**Exercise goal**
Which lines of the listing hold the string "graph"? Show each of them.
#### Data records ####
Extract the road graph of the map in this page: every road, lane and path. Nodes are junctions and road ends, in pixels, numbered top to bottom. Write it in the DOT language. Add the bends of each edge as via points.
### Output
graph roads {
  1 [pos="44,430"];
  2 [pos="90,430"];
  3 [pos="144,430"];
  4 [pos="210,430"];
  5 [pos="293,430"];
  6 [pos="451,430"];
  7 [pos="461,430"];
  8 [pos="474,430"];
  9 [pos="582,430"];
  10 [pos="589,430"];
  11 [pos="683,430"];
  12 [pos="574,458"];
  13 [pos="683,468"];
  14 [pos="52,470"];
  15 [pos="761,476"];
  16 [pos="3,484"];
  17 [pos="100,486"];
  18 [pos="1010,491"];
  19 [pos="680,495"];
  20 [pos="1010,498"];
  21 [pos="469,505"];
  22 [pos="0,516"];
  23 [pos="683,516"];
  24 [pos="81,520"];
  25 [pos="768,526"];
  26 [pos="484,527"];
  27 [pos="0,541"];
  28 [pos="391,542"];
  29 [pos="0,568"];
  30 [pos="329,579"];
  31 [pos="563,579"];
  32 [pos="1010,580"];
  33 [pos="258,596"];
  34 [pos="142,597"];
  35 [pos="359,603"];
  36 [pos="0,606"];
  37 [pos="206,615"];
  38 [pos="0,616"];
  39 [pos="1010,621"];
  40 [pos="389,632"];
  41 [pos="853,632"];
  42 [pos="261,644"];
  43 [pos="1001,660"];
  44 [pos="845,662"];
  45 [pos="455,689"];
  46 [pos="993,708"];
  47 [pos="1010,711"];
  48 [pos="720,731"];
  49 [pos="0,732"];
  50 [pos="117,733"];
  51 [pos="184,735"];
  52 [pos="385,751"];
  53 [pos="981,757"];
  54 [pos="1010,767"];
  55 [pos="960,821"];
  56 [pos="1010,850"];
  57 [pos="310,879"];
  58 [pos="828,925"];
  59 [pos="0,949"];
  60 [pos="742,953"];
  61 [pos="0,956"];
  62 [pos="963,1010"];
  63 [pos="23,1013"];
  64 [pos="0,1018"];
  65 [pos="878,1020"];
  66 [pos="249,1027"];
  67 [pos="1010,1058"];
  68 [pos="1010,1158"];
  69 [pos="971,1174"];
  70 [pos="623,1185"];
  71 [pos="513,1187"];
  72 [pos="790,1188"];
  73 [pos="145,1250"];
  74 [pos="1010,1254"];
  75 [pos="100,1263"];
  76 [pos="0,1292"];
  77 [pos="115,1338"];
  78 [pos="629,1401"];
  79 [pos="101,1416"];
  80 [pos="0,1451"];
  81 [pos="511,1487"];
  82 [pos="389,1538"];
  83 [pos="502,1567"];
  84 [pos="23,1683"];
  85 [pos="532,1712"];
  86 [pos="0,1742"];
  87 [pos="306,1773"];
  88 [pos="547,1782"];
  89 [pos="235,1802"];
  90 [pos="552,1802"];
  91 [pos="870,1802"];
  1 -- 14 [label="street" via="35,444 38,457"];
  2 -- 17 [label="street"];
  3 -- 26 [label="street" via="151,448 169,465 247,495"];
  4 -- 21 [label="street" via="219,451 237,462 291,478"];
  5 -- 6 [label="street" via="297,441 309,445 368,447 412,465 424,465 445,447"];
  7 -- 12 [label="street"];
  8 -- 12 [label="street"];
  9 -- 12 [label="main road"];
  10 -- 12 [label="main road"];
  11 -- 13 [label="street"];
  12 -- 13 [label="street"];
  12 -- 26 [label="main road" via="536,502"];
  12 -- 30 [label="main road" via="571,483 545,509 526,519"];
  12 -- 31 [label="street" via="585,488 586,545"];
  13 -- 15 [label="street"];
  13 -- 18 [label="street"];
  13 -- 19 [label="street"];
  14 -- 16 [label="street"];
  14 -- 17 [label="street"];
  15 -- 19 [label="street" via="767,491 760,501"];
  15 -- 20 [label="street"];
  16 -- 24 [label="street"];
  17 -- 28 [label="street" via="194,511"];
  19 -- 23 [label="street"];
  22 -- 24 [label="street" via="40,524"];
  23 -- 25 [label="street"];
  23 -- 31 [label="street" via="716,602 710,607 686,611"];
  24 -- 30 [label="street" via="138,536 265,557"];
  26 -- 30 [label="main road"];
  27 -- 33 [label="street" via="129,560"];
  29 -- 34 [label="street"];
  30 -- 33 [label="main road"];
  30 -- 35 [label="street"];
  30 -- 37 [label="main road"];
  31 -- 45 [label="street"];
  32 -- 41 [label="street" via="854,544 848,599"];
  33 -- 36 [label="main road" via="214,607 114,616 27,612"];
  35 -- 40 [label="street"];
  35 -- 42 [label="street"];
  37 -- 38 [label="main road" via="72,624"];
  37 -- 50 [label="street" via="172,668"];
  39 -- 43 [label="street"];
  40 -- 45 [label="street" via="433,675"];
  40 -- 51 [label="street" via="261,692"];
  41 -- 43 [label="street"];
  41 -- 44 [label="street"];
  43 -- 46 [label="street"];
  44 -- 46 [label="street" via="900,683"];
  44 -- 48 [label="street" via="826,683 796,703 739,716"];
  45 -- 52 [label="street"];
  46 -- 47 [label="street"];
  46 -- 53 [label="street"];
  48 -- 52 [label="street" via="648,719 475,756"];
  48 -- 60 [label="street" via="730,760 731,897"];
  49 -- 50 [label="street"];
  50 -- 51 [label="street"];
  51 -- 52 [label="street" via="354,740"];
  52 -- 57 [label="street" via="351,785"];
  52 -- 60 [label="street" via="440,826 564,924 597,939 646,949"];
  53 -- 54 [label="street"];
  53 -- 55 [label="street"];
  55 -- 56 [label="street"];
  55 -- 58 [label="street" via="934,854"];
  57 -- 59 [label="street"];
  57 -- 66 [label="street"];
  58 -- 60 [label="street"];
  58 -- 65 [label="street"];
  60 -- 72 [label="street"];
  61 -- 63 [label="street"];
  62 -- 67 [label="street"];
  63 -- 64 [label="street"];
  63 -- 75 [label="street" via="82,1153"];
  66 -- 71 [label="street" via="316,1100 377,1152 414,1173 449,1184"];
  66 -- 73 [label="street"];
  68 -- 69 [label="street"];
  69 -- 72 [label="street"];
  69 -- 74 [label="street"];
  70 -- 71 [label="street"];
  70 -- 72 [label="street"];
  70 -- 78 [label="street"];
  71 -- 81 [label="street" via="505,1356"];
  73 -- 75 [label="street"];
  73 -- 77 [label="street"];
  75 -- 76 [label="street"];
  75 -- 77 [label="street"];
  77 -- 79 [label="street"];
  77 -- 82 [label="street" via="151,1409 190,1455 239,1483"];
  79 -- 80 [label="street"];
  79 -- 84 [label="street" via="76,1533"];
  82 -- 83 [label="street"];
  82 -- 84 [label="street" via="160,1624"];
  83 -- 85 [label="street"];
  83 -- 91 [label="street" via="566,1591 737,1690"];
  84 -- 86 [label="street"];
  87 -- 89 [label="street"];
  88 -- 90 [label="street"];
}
####
**Solution to this exercise**
Extract the road graph of the map in this page: every road, lane and path. Nodes are junctions and road ends, in pixels, numbered top to bottom. Write it in the DOT language. Add the bends of each edge as via points.
graph roads {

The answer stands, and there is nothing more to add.